When investors hear the phrase “cherry-picking,” it may sound like an internal portfolio-management issue. In reality, regulators treat it as one of the most serious forms of investment adviser misconduct because it can quietly shift gains to favored accounts while leaving other investors with losses.

“Cherry picking is a very serious offense, where Leech was accused of disproportionately allocating better performing trades to certain favored portfolios, and worse performing trades to other portfolios, and thus investors in the less favored portfolio were harmed,” said Jeffrey Sonn, a nationally known securities lawyer.

That is the core investor-protection issue behind Western Asset Management Co. LLC’s recent $100 million settlement with the Securities and Exchange Commission. According to the SEC, Western Asset failed to take reasonable steps to detect and prevent alleged cherry-picking by former co-Chief Investment Officer Stephen Kenneth “Ken” Leech. The SEC’s order states that the firm knew or should have known that Leech’s trading and allocation practices diverged from those of other portfolio managers, yet failed to ensure that his actions were consistent with the firm’s fiduciary duties and disclosures to clients. (SEC: https://www.sec.gov/enforcement-litigation/administrative-proceedings/ia-6969-s)

Why Trade Allocation Matters

Investment advisers often place block trades before allocating those trades among client accounts. That process can be legitimate when handled fairly, consistently, and in accordance with written policies.

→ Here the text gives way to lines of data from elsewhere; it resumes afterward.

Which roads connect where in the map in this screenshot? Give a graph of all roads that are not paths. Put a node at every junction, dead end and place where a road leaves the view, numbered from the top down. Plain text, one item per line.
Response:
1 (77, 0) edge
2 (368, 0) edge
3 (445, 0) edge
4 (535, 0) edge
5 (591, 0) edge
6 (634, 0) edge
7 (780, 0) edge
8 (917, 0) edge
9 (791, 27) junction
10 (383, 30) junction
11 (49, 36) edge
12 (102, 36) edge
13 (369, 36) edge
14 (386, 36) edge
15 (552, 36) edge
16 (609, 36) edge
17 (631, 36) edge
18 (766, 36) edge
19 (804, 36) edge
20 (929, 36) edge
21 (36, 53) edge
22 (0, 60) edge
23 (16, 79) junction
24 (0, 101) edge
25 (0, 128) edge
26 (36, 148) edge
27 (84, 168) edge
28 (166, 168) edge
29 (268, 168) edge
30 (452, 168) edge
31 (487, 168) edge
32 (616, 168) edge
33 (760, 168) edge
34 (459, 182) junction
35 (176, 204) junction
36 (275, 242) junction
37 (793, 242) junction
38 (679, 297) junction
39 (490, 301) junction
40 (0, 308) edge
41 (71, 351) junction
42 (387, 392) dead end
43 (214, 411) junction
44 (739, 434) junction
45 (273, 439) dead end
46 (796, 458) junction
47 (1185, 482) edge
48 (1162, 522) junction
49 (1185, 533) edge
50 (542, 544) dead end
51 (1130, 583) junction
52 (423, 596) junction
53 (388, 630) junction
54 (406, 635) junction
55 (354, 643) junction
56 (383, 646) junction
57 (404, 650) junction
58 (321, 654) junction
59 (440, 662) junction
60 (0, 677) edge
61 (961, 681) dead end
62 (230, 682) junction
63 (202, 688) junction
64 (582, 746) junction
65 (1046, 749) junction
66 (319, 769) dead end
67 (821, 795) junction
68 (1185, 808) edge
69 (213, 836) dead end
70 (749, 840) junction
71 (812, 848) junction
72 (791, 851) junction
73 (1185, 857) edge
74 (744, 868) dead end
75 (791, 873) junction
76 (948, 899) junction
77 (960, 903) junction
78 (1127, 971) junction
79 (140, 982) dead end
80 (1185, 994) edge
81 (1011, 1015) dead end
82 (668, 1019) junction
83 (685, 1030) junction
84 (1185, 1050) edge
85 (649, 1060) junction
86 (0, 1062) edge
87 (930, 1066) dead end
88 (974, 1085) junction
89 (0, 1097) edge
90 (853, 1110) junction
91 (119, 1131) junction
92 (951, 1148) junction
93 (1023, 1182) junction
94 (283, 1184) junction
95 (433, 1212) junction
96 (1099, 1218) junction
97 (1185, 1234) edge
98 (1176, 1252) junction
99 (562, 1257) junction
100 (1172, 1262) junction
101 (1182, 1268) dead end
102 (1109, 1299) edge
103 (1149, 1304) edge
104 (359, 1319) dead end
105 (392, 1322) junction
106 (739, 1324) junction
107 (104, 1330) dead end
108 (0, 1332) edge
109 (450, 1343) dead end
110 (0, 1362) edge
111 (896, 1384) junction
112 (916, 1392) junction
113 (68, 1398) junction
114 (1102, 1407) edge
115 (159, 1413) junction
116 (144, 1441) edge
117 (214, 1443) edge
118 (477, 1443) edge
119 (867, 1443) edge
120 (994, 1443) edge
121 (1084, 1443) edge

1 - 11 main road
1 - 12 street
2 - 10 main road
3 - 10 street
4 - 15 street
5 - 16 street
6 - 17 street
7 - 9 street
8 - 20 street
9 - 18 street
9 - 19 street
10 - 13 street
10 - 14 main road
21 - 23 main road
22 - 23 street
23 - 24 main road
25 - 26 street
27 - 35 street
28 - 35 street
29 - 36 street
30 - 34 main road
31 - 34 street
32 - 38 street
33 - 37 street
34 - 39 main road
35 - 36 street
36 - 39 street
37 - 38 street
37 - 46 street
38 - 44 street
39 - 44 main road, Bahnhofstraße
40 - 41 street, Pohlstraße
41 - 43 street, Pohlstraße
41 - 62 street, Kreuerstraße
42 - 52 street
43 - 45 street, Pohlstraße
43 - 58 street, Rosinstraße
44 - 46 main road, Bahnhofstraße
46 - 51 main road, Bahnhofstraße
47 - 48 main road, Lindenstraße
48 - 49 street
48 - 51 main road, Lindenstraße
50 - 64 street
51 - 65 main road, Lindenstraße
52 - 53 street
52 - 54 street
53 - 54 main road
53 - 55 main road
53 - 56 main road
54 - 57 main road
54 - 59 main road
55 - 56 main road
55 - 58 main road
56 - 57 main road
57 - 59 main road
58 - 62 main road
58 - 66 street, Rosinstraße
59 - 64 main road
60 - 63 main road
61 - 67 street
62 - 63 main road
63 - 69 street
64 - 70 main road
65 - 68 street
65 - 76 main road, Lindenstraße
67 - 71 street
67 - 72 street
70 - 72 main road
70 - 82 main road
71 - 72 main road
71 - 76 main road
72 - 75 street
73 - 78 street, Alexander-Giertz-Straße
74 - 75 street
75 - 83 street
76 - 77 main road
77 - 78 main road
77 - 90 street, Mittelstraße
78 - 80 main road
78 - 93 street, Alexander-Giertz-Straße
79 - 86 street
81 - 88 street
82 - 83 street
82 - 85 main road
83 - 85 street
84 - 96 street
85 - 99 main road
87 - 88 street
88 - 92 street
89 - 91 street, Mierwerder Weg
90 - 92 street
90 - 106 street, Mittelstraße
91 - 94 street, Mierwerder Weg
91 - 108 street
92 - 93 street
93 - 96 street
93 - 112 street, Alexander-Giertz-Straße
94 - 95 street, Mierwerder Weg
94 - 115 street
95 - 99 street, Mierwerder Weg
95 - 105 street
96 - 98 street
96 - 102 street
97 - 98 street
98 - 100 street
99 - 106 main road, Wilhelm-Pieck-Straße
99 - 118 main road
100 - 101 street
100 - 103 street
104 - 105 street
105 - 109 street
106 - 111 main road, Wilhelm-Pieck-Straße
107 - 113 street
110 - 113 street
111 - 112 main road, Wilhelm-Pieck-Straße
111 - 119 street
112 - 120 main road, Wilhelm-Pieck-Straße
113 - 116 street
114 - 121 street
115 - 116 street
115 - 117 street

The problem arises when an adviser or portfolio manager waits to see how trades perform before deciding which accounts receive the profitable trades and which receive the losing trades. That is the essence of cherry-picking.

The alleged harm is not always obvious to investors in real time. A client may simply see weaker performance, unexplained underperformance compared with similar portfolios, or losses that appear to be the result of ordinary market movement. But if the account was systematically placed on the wrong side of trade allocations, the investor may have been disadvantaged by misconduct rather than market risk.

The SEC’s Message to Investment Advisers

The Western Asset settlement is significant because the SEC’s order did not merely focus on the alleged conduct of one individual. It focused on firm-level failures: supervision, compliance controls, allocation procedures, and the adviser’s fiduciary duty to treat clients fairly.

The SEC alleged that Western Asset failed to implement policies and procedures relating to reallocations and failed reasonably to supervise Leech. Without admitting or denying the SEC’s findings, Western Asset agreed to a cease-and-desist order, a censure, and a $100 million civil penalty that will be placed into a Fair Fund for harmed investors. (SEC Order: www.sec.gov/files/litigation/opinions/2026/ia-6969.pdf)

That matters because investors often assume a large, sophisticated asset manager has robust internal controls. The SEC’s action is a reminder that even major firms can face liability when alleged red flags are not addressed.

What Investors Should Watch For

Investors who held Western Asset-managed portfolios during the relevant period may want to review whether their accounts experienced unusual underperformance compared with similar strategies, unexplained allocation patterns, or losses that appeared inconsistent with the stated investment approach.

The SEC previously alleged that Leech engaged in a multi-year cherry-picking scheme from at least January 2021 through October 2023 by allocating favorable trades to certain portfolios and unfavorable trades to others. (SEC Litigation Release: www.sec.gov/enforcement-litigation/litigation-releases/lr-26183)

Federal prosecutors separately charged Leech in November 2024, alleging that more than $600 million in gains were assigned to favored clients while more than $600 million in losses were assigned to disfavored clients. Leech has pleaded not guilty, and the criminal case remains separate from Western Asset’s SEC settlement. (DOJ: www.justice.gov/usao-sdny/pr/former-chief-investment-officer-global-bond-investment-firm-charged-over-600-million)

The Bigger Investor Recovery Question

A regulatory settlement does not automatically resolve every investor’s potential claim. A Fair Fund may provide some distribution to harmed investors, but investors should still evaluate whether they have separate legal rights based on their specific losses, account type, advisory relationship, and the role of any broker, adviser, platform, or institution that recommended or placed them into the affected strategy.

For investors, the deeper lesson is simple: performance losses are not always just performance losses. When trade allocation misconduct is alleged, the question becomes whether the investor received the fair treatment they were promised.

Sonn Law Group continues to monitor developments involving Western Asset Management, Ken Leech, and related investor recovery issues.